====== Records to process
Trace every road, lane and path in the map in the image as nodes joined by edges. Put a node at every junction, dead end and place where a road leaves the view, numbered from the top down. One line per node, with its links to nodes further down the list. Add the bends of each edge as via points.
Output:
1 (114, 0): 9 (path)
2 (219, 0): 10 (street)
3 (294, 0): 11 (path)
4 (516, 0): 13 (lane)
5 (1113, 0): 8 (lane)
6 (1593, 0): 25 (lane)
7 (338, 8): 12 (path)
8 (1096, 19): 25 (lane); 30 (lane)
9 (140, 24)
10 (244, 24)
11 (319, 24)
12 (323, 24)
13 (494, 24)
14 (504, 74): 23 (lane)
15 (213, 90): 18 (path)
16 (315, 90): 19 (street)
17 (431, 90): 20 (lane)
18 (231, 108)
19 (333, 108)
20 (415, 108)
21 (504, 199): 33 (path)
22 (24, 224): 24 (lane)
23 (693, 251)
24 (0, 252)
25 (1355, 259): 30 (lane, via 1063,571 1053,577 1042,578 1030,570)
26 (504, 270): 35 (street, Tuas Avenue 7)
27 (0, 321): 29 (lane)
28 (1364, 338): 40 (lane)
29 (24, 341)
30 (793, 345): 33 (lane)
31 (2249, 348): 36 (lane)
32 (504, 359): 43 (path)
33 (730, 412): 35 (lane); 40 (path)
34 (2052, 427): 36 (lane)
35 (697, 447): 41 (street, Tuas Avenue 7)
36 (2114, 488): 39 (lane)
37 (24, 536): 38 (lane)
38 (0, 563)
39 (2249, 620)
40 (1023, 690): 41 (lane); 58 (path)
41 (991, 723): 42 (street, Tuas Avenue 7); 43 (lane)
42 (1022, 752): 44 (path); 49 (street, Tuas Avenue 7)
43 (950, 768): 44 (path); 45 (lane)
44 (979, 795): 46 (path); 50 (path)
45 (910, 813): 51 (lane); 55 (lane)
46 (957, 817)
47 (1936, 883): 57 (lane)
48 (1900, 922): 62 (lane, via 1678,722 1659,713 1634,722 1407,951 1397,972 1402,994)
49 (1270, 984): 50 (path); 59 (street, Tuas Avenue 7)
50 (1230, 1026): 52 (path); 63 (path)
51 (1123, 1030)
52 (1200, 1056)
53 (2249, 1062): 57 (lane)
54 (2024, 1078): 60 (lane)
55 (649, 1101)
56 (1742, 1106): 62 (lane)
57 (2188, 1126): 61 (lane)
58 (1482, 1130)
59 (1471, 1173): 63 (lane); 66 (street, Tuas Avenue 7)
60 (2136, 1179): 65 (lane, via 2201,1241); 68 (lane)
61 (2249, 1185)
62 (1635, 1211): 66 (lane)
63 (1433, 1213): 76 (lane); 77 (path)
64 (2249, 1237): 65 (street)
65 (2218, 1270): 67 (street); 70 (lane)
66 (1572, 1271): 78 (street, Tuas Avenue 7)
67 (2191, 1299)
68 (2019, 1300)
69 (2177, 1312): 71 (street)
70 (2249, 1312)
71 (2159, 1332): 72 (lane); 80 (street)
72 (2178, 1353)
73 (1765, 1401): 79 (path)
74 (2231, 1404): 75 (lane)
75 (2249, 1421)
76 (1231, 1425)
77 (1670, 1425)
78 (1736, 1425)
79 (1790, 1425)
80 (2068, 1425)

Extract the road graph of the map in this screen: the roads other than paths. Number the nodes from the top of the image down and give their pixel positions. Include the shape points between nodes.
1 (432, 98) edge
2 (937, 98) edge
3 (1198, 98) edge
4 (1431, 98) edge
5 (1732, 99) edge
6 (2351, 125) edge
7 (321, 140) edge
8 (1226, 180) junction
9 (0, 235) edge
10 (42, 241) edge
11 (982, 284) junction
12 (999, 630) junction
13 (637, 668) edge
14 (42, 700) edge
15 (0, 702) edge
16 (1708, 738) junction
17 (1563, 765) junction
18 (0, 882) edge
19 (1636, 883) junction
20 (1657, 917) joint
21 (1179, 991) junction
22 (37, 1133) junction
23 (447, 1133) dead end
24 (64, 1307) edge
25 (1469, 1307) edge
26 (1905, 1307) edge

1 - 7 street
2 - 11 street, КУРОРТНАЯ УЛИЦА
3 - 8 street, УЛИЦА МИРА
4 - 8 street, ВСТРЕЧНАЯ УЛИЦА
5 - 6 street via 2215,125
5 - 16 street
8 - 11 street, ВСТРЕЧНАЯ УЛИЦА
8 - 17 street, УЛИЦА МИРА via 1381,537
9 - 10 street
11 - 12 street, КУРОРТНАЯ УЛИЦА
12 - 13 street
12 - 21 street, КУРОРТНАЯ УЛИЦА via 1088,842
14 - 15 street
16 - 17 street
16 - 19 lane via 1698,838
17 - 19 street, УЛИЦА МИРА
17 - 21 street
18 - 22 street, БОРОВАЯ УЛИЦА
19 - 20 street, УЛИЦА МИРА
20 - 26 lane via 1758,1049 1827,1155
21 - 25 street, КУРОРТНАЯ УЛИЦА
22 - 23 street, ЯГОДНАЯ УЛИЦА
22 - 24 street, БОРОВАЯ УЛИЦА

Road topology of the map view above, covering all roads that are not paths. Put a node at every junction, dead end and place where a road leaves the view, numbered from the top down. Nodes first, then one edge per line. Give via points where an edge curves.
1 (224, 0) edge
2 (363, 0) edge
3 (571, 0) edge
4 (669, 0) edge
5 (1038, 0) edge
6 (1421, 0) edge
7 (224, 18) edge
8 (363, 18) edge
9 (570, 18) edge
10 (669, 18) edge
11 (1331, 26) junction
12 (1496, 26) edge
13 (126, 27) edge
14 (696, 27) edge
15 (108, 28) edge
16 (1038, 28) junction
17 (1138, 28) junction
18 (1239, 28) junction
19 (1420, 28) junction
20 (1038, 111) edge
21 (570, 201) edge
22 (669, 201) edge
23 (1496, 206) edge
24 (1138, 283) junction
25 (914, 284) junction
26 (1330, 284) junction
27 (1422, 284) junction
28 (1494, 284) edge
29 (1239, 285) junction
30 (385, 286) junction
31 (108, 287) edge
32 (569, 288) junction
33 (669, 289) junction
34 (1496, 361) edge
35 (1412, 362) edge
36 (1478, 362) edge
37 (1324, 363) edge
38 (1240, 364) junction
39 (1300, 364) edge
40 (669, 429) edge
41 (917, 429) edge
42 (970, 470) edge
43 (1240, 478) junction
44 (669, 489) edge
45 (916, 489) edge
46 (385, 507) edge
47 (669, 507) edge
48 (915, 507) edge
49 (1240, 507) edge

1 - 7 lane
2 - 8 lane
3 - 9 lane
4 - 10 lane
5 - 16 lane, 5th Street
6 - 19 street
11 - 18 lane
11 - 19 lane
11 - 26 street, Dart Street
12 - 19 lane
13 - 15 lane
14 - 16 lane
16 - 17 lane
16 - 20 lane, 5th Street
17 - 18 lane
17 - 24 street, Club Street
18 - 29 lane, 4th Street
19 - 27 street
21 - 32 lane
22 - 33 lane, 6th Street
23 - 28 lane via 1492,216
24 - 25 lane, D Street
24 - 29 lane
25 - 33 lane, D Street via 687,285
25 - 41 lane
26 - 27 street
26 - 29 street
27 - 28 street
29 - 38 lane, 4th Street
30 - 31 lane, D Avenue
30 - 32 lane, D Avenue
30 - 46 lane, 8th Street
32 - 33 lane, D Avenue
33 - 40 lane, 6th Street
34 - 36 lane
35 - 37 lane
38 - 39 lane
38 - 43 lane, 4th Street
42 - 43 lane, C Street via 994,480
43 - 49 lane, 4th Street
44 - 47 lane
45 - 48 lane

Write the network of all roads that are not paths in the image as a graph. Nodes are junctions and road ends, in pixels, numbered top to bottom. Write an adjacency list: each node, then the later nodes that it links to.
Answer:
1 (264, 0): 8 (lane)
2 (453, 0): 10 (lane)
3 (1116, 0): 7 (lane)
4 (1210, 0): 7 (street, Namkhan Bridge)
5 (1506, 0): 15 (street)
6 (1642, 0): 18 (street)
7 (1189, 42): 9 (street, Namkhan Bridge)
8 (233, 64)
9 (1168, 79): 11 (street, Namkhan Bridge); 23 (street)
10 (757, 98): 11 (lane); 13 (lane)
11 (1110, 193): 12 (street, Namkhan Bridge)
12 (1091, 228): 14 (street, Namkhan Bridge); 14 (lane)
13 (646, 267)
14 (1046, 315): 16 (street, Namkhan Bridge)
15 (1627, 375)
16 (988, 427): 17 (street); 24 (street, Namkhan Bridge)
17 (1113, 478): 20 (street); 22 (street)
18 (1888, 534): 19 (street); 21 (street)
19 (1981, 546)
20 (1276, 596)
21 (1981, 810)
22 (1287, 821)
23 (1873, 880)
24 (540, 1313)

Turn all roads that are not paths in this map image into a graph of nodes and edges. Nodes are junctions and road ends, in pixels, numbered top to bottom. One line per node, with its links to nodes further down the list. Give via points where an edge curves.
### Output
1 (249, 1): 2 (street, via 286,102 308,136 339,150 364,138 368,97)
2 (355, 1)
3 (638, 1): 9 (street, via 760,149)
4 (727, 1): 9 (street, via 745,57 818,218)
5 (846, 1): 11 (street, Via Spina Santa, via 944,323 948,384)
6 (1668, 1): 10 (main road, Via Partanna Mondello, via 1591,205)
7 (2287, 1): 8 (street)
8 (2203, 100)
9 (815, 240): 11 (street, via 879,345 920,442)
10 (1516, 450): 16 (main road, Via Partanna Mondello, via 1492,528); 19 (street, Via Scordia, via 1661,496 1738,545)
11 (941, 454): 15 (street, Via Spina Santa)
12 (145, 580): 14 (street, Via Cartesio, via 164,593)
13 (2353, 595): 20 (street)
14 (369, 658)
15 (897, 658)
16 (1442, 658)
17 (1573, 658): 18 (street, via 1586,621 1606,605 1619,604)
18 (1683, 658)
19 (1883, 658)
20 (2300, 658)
============
**What you are asked to do:**
Find the word "ВСТРЕЧНАЯ" in the entries above, then copy each line that holds it.

**Solved exercise:**
4 - 8 street, ВСТРЕЧНАЯ УЛИЦА
8 - 11 street, ВСТРЕЧНАЯ УЛИЦА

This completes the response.